Miraculous Power (Outage)
by: Angel Friend Pennye
Saturday Ramblins, Vol. 2, No. 2 (January 23, 1999)
There are many loved ones in my life who are no longer here. I was able to make peace with each of them but there is one who I could not let go of until a year ago at this time. My father. Being house bound because of illness and in a great depression, which almost had me starve to death, I turned to Alcoholics Anonymous online and began sharing of myself again. Four years of separation from AA - even without drinking through it - created a void in me.
Through my new friends a miracle occurred. Someone who was in my original home group was in the first online group that I joined. A person of over 35 years of sobriety and who experienced a wonderful life as a result of living the spiritual steps of AA. I knew him well and trusted him without question. I slowly asked him to help me through my current lesson and he agreed. I wrote a dialogue that was long and involved and while proof reading it the lights in my apartment went out as did the lights on the block around me. The screen in front of me flickered once and I saw a name flash onto the message I was working on. Silence ensued and I sat there, staring at the blank screen, in the dark, feeling a fear I'd never known. Tears fell as I thought about my great "mistake" lesson going to unknown persons or a cyberspace bulletin board somewhere.
Five minutes later the lights came back on - and so did the computer! There was no backup system in place and I should have had to turn the machine on manually. The message was gone. I looked in the sent file and saw that it went to a man named Joseph.
It took me a week to drum up the courage to write to him and apologize. When I finally did, he met me with AA wisdom in the spirit of love and friendship.
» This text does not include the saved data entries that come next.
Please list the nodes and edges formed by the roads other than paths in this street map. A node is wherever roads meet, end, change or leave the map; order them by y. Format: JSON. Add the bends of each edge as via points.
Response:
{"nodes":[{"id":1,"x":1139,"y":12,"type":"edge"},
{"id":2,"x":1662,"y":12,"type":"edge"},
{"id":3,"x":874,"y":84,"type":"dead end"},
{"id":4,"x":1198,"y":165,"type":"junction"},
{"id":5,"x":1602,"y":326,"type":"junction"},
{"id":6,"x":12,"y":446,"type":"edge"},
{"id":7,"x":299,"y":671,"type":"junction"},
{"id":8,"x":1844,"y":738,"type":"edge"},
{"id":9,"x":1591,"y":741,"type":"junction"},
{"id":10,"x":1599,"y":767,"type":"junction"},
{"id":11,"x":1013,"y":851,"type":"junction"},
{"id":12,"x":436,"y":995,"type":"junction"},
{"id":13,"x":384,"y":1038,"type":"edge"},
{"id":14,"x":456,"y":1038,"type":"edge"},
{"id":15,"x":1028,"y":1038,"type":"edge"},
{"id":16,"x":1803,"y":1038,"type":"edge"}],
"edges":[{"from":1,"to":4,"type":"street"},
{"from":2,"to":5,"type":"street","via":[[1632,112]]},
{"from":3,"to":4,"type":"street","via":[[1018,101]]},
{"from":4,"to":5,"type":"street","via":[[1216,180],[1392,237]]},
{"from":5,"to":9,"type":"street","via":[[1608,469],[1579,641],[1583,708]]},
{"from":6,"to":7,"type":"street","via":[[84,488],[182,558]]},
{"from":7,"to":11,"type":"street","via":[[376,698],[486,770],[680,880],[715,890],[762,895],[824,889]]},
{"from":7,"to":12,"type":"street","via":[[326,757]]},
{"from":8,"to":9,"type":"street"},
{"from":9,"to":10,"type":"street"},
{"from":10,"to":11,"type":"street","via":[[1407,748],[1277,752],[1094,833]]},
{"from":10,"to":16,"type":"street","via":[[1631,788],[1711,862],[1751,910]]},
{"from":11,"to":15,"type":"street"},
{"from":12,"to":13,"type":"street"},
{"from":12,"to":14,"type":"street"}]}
He signed off by saying "tomorrow evening at 5 p.m., EST, I will cherish you for five minutes..."
Those are my father's words! That is what he used to say to me, and I honestly felt him with me at that moment. In a few exchanges Joseph walked me through releasing my Dad and the pain holding on to him caused. Today I cherish Dad's memory but feel as if he lives on in the spirit of others such as the man I almost didn't meet, Joseph.
Dad died in 1950, three days before Christmas. I was only 4-1/2 years old and remember him clearly. He died of Leukemia. I no longer cry in sadness. Today I can rejoice in the spirit living on.